メキシコよれよれ日記 (2019年4月12日〜9月10日)

8月17日(土) 前日 翌日
 朝食は昨日買ったドーナツとミルク。日記と練習後、洗濯物をホテルの女子従業員ミツィに頼んで洗濯してもらうことにした。ホテルでは洗濯サービスをやっていない。彼女は20ペソだという。
 昼、ホテルを出る。地下鉄ピノ・スアレス駅のホームで電車の写真を撮っていたら係員に止められた。1号線のオブセルバトリオ方面に乗りチャプルテペック駅で下車。乗り換えなしだ。


 チャプルテペック駅で地上に出る。以前にも来ているので見慣れた風景だ。そこから人類学博物館までが結構遠い。途中の植物園のサボテンの展示が面白い。なんだか枯山水の庭のように見えた。

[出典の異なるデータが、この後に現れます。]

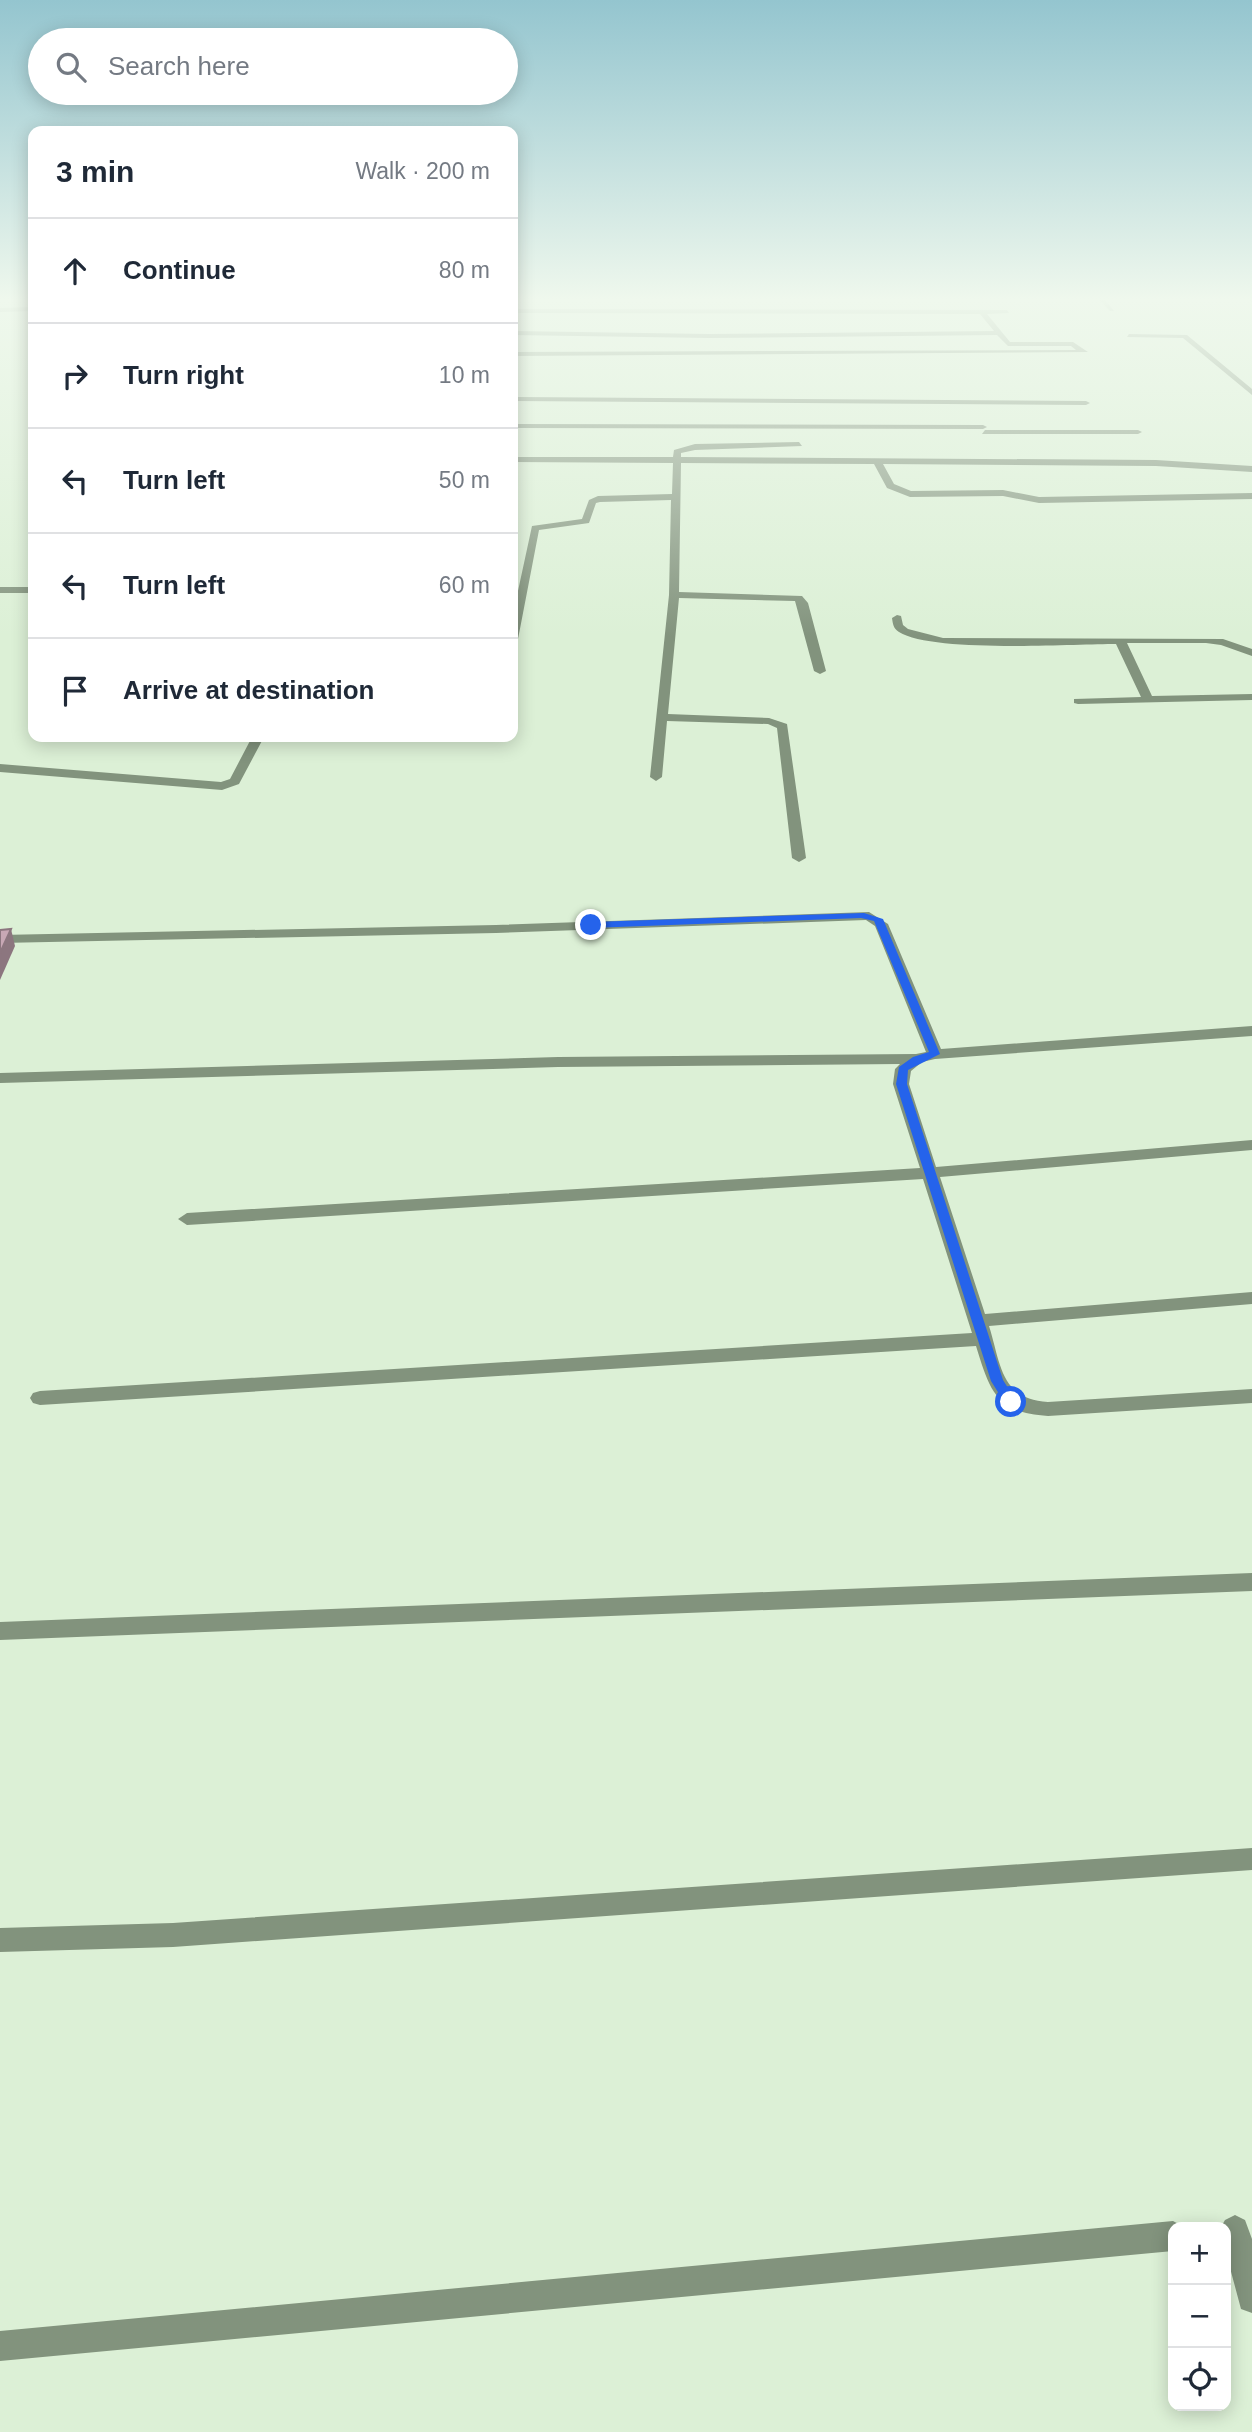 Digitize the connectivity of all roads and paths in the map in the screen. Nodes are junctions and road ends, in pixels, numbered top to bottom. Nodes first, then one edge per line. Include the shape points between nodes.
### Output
1 (795, 410) edge
2 (1032, 410) edge
3 (977, 418) junction
4 (518, 426) edge
5 (1138, 432) dead end
6 (990, 442) dead end
7 (799, 444) dead end
8 (996, 452) dead end
9 (518, 459) edge
10 (676, 460) junction
11 (877, 461) junction
12 (1001, 462) junction
13 (1252, 469) edge
14 (1252, 496) edge
15 (676, 497) junction
16 (0, 590) edge
17 (28, 590) edge
18 (674, 595) junction
19 (518, 614) edge
20 (897, 618) dead end
21 (1120, 640) junction
22 (1252, 653) edge
23 (820, 671) dead end
24 (1252, 697) edge
25 (1148, 700) junction
26 (1078, 701) dead end
27 (662, 717) junction
28 (255, 742) edge
29 (0, 768) edge
30 (656, 777) dead end
31 (799, 858) dead end
32 (0, 939) edge
33 (1252, 1031) edge
34 (934, 1054) junction
35 (916, 1059) junction
36 (0, 1078) edge
37 (1252, 1145) edge
38 (930, 1173) junction
39 (187, 1219) dead end
40 (1252, 1298) edge
41 (981, 1330) junction
42 (1252, 1396) edge
43 (40, 1398) dead end
44 (1252, 1582) edge
45 (0, 1631) edge
46 (1252, 1859) edge
47 (0, 1940) edge
48 (1237, 2230) edge
49 (1168, 2236) edge
50 (1252, 2298) edge
51 (0, 2346) edge

1 - 3 street
2 - 3 street
3 - 4 street
3 - 5 street
3 - 6 street
7 - 10 street via 686,447 678,449
8 - 12 street
9 - 10 street
10 - 11 street
10 - 15 street
11 - 12 street
11 - 14 street via 890,486 909,494 1003,493 1039,500
12 - 13 street
15 - 18 street
15 - 19 street via 598,499 592,502 586,521 535,528
16 - 17 street
18 - 23 street via 798,598
18 - 27 street
20 - 21 street via 904,631 943,640
21 - 22 street via 1206,640
21 - 25 street
24 - 25 street
25 - 26 street
27 - 30 street
27 - 31 street via 769,721 783,726
28 - 29 street via 234,781 222,786
32 - 34 street via 496,929 869,915 881,924
33 - 34 street
34 - 35 street
35 - 36 street via 558,1062
35 - 38 street via 903,1069 901,1084
37 - 38 street
38 - 39 street
38 - 41 street
40 - 41 street
41 - 42 street via 1002,1391 1025,1408
41 - 43 street
44 - 45 street
46 - 47 street via 187,1934
48 - 50 street
49 - 51 street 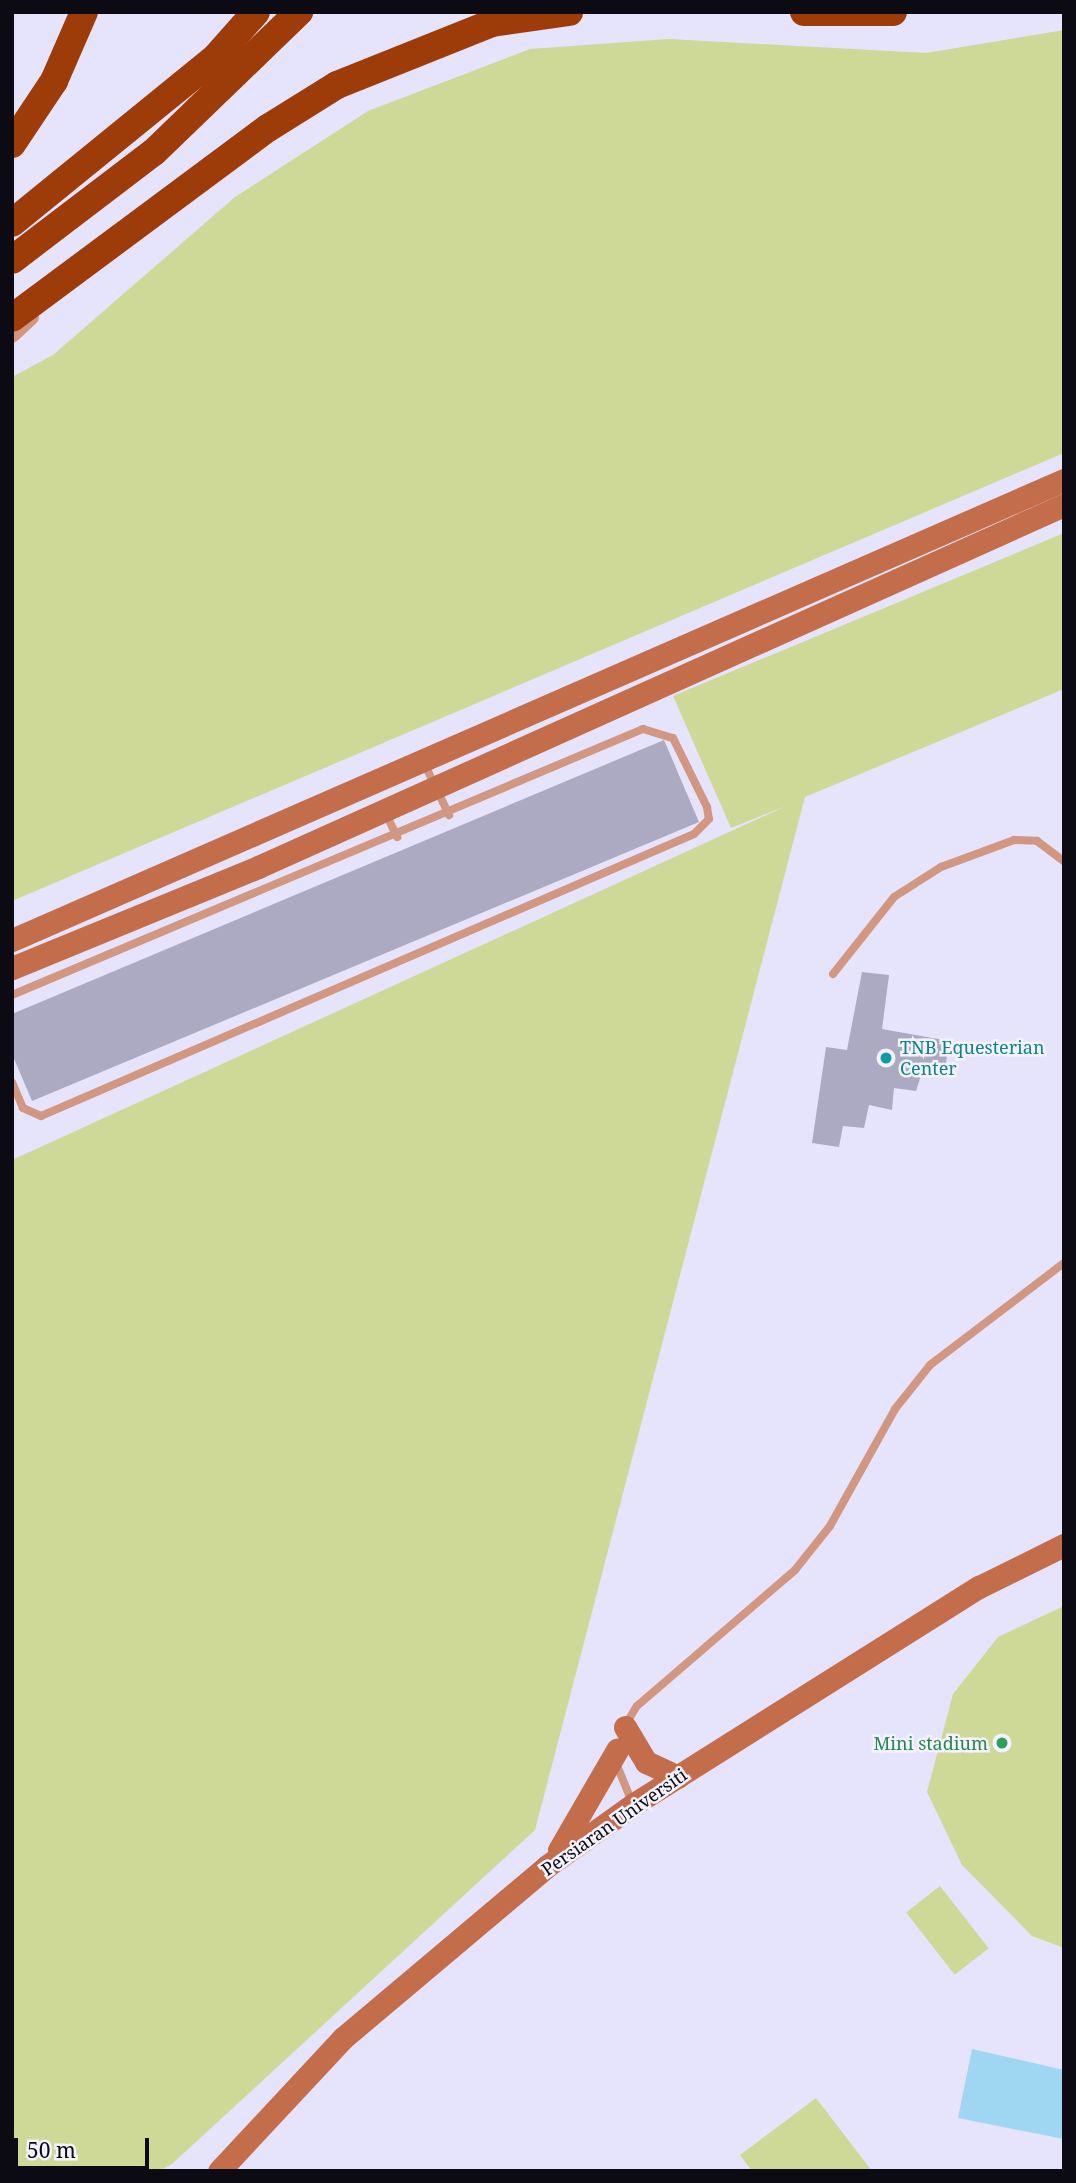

 人類学博物館に至るまでの通路の両側には土産物や飲食物を大声で連呼する男女の声がうるさいほど。博物館前の広場には土産物屋の他に、全身銀色に着色した中世ヨーロッパ騎士の動かない人間彫刻、太鼓に合わせて踊る先住民、ただ単にそこにいる人、見学を終えてくたびれ一休みする人たちなどがたむろしていた。行き交う言葉も様々だ。
 まず入り口で簡単な荷物チェックの後、1人75ペソの入場料を支払い、荷物をクロークに預ける。博物館は2階建ての矩形の建物が1本の太い柱に支えられた天井のある中庭を挟んでいる。右側手前のセクションから見始めた。人類の発祥と拡散がミニチュアや絵画、動画で示された人類学入門室。ここはいろんな本である程度知っている部分。次のセクションは歴史以前に渡ってきたアメリカ大陸の人々の土器、石器などの出土品。続いて紀元前後にメキシコ中央高原に広がった人間の活動の痕跡を示す品々。大きな壁画やところどころに配置された動画室のドキュメントなどよく考えられた展示だ。さらにシティ郊外にある広大なピラミッド群のテオティワカン遺跡についての解説が続く。実物大のピラミッドの一部やジオラマ、出土品など、解説は一部、英西併記になっている。そして先スペイン期に発展していたトルテカ文明の展示が続く。人類発祥からメキシコ古代文明のそれぞれの段階を時代順に展示するのがコンセプトだ。この辺りまで来ると足が悲鳴をあげる。博物館まで来るのにかなり歩いたせいもある。2階はメキシコ先住民の生活展が部族ごとにずらっと続く。動画、ジオラマ、衣装、調理道具、宗教、マネキン、テキストの説明などなど。入り口では写真撮影禁止と書いてあるが、人々はおかまいなしにバシャバシャ撮っていた。ときどき動画室に座って映像を見て腰を下ろしたが、次第に疲れが溜まってきたので、中庭の木のベンチに座って休んだ。見回すとかなりの人々が同じように休んでいる。疲れるのは我々だけではないようだ。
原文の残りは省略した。